Guidelines using ProtoScript First Strand cDNA Synthesis Kit


In order to avoid ribonuclease contamination use proper precautions, including the use of autoclaved tubes, baked glassware, ultra-pure solutions, sterile pipette tips and latex gloves during manipulations.

Thaw system components and put on ice. The 10X RT Buffer can be warmed briefly at 42°C and vortexed to dissolve any precipitate.


  1. In a sterile microfuge tube add:

    Total RNA                           1-10 μl (1 ng-2 μg)

    Primer dT23VN                     2 μl

    dNTP Mix                             4μl

    Nuclease-free H2O         to a total volume of
                                             16 μl
  2. Heat for 5 minutes at 70°C. Spin briefly and put promptly on ice.
  3. RNA/primer/dNTP mix from step 1         16 μl

    10X RT Buffer                                       2 μl

    RNase Inhibitor                                     1 μl

    M-MuLV Reverse                                   1 μl
    Final volume                                         20 μl
  4. Incubate at 42°C for one hour.
  5. Inactivate the enzyme at 95°C for 5 minutes.

    If you wish to treat the cDNA products with RNase H (see FAQs), proceed to step 6, otherwise skip to step 7 or store at -20°C.
  6. Add 1 μl (2 units) of RNase H and inhibitor at 37°C for 20 minutes to degrade the RNA. Heat at 95°C for 5 minutes to inactivate the enzyme.
  7. Dilute reaction to 50 μl with water and use 2-5 μl for each PCR reaction.
  8. Notes:
    A. Priming with Random Primers

    If you are using random primers, use 2 μl of (dN)9 with total RNA amounts ranging from 10 ng to 1 μg. Outside this range the amount of (dN)9 needs to be increased or decreased respectively for optimal yield of cDNA.

    B. Priming with a Specific Primer

    If you wish to use a gene specific (anti-sense) primer, instead of one of the included primers, substitute DT23VN of (dT)9 with 15-20 pmol of your primer in step 1 of the first strand synthesis protocol.

    C. Using poly(A)+ RNA

    Use 1 to 100 ng of poly(A)+ RNA. The amount required depends on the abundance of transcripts in the sample.

    D. Positive Control Reaction

    Using the standard protocol, prepare cDNA from 1 μl (0.5 μg) total rat liver RNA. Use 5 μl out of 50 μl cDNA (step 7) for PCR. Follow the cycling protocol below using the control GAPDH primers included in the kit.

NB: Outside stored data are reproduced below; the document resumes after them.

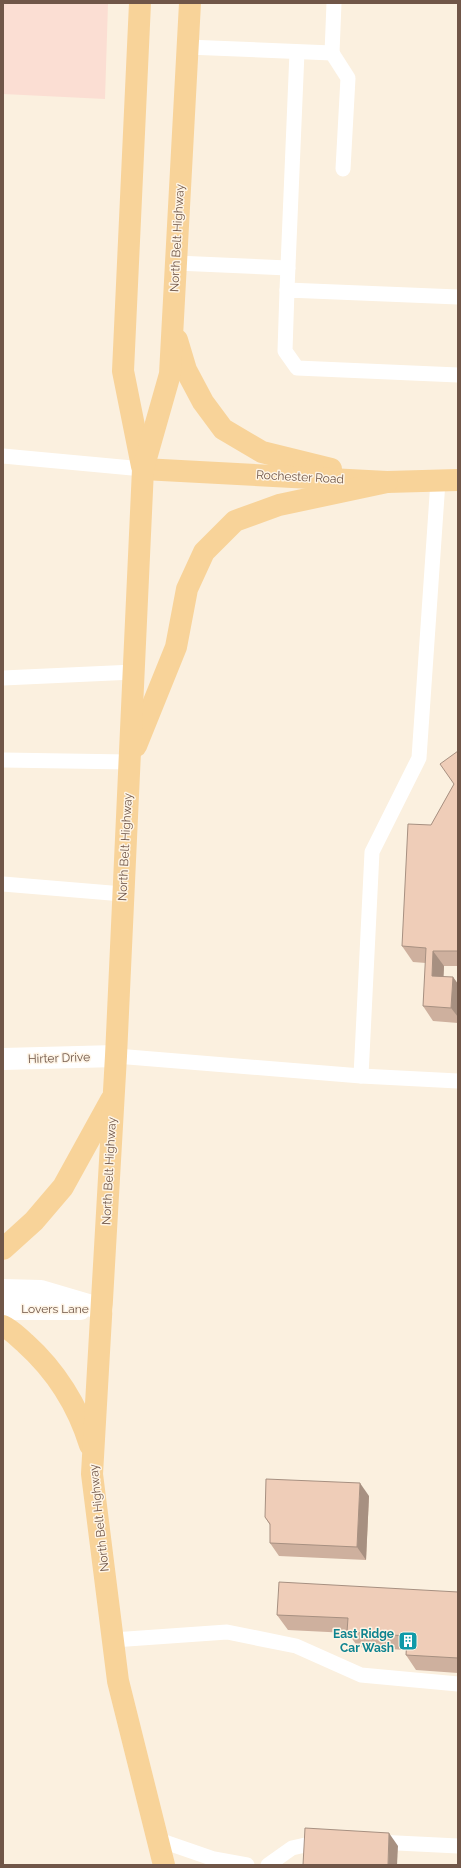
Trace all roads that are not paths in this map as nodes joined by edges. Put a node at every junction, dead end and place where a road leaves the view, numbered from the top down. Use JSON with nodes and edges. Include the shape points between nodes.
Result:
{"nodes":[{"id":1,"x":140,"y":3,"type":"edge"},
{"id":2,"x":190,"y":3,"type":"edge"},
{"id":3,"x":334,"y":3,"type":"edge"},
{"id":4,"x":187,"y":47,"type":"junction"},
{"id":5,"x":297,"y":52,"type":"junction"},
{"id":6,"x":332,"y":53,"type":"junction"},
{"id":7,"x":343,"y":169,"type":"dead end"},
{"id":8,"x":176,"y":263,"type":"junction"},
{"id":9,"x":288,"y":268,"type":"junction"},
{"id":10,"x":287,"y":290,"type":"junction"},
{"id":11,"x":458,"y":297,"type":"edge"},
{"id":12,"x":173,"y":326,"type":"junction"},
{"id":13,"x":458,"y":375,"type":"edge"},
{"id":14,"x":3,"y":456,"type":"edge"},
{"id":15,"x":143,"y":469,"type":"junction"},
{"id":16,"x":448,"y":480,"type":"edge"},
{"id":17,"x":387,"y":482,"type":"junction"},
{"id":18,"x":134,"y":672,"type":"junction"},
{"id":19,"x":3,"y":678,"type":"edge"},
{"id":20,"x":3,"y":760,"type":"edge"},
{"id":21,"x":129,"y":762,"type":"junction"},
{"id":22,"x":3,"y":884,"type":"edge"},
{"id":23,"x":123,"y":894,"type":"junction"},
{"id":24,"x":116,"y":1056,"type":"junction"},
{"id":25,"x":3,"y":1059,"type":"edge"},
{"id":26,"x":361,"y":1076,"type":"junction"},
{"id":27,"x":458,"y":1081,"type":"edge"},
{"id":28,"x":114,"y":1095,"type":"junction"},
{"id":29,"x":3,"y":1250,"type":"edge"},
{"id":30,"x":3,"y":1290,"type":"edge"},
{"id":31,"x":3,"y":1309,"type":"edge"},
{"id":32,"x":102,"y":1309,"type":"junction"},
{"id":33,"x":3,"y":1326,"type":"edge"},
{"id":34,"x":93,"y":1453,"type":"junction"},
{"id":35,"x":113,"y":1640,"type":"junction"},
{"id":36,"x":458,"y":1684,"type":"edge"},
{"id":37,"x":159,"y":1840,"type":"junction"},
{"id":38,"x":337,"y":1840,"type":"edge"},
{"id":39,"x":359,"y":1841,"type":"edge"},
{"id":40,"x":458,"y":1846,"type":"edge"},
{"id":41,"x":164,"y":1865,"type":"edge"},
{"id":42,"x":247,"y":1865,"type":"edge"},
{"id":43,"x":268,"y":1865,"type":"edge"}],
"edges":[{"from":1,"to":15,"type":"main road","name":"North Belt Highway","via":[[123,371]]},
{"from":2,"to":4,"type":"main road","name":"North Belt Highway"},
{"from":3,"to":6,"type":"lane"},
{"from":4,"to":5,"type":"lane"},
{"from":4,"to":8,"type":"main road","name":"North Belt Highway"},
{"from":5,"to":6,"type":"lane"},
{"from":5,"to":9,"type":"lane"},
{"from":6,"to":7,"type":"lane","via":[[348,78]]},
{"from":8,"to":9,"type":"lane"},
{"from":8,"to":12,"type":"main road","name":"North Belt Highway"},
{"from":9,"to":10,"type":"lane"},
{"from":10,"to":11,"type":"lane"},
{"from":10,"to":13,"type":"lane","via":[[284,352],[297,368]]},
{"from":12,"to":15,"type":"main road","name":"North Belt Highway","via":[[170,374]]},
{"from":12,"to":17,"type":"main road","via":[[186,370],[203,402],[223,428],[262,452]]},
{"from":14,"to":15,"type":"lane"},
{"from":15,"to":17,"type":"main road","name":"Rochester Road"},
{"from":15,"to":18,"type":"main road","name":"North Belt Highway"},
{"from":16,"to":17,"type":"main road","name":"Rochester Road"},
{"from":16,"to":26,"type":"lane","via":[[419,758],[372,852]]},
{"from":17,"to":21,"type":"main road","via":[[279,505],[235,521],[204,552],[187,589],[176,647]]},
{"from":18,"to":19,"type":"lane"},
{"from":18,"to":21,"type":"main road","name":"North Belt Highway"},
{"from":20,"to":21,"type":"lane"},
{"from":21,"to":23,"type":"main road","name":"North Belt Highway"},
{"from":22,"to":23,"type":"lane"},
{"from":23,"to":24,"type":"main road","name":"North Belt Highway"},
{"from":24,"to":25,"type":"street","name":"Hirter Drive"},
{"from":24,"to":26,"type":"lane"},
{"from":24,"to":28,"type":"main road","name":"North Belt Highway"},
{"from":26,"to":27,"type":"lane"},
{"from":28,"to":29,"type":"main road","via":[[63,1187],[34,1221]]},
{"from":28,"to":32,"type":"main road","name":"North Belt Highway"},
{"from":30,"to":32,"type":"street","name":"Lovers Lane","via":[[41,1291]]},
{"from":31,"to":32,"type":"street","name":"Lovers Lane"},
{"from":32,"to":34,"type":"main road","name":"North Belt Highway"},
{"from":33,"to":34,"type":"main road","via":[[34,1351],[63,1385],[85,1426]]},
{"from":34,"to":35,"type":"main road","name":"North Belt Highway","via":[[92,1474]]},
{"from":35,"to":36,"type":"lane","via":[[227,1632],[296,1646],[361,1675]]},
{"from":35,"to":37,"type":"main road","name":"North Belt Highway","via":[[118,1681]]},
{"from":37,"to":41,"type":"main road","name":"North Belt Highway"},
{"from":37,"to":42,"type":"lane","via":[[214,1859]]},
{"from":38,"to":43,"type":"lane","via":[[292,1848]]},
{"from":39,"to":40,"type":"lane"}]}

                94°C 2 minutes  

                94°C 30 seconds

                55°C 30 seconds    } 25 cycles

                72°C 30 seconds

    Analyze the product (10-20% of the total PCR reaction) by agarose gel electrophoresis. A strong band of 350 bp should be visible by ethidium bromide staining (Figure 2). The included primers for GAPDH can be used for amplification of GAPDH from rat, mouse or human cDNA.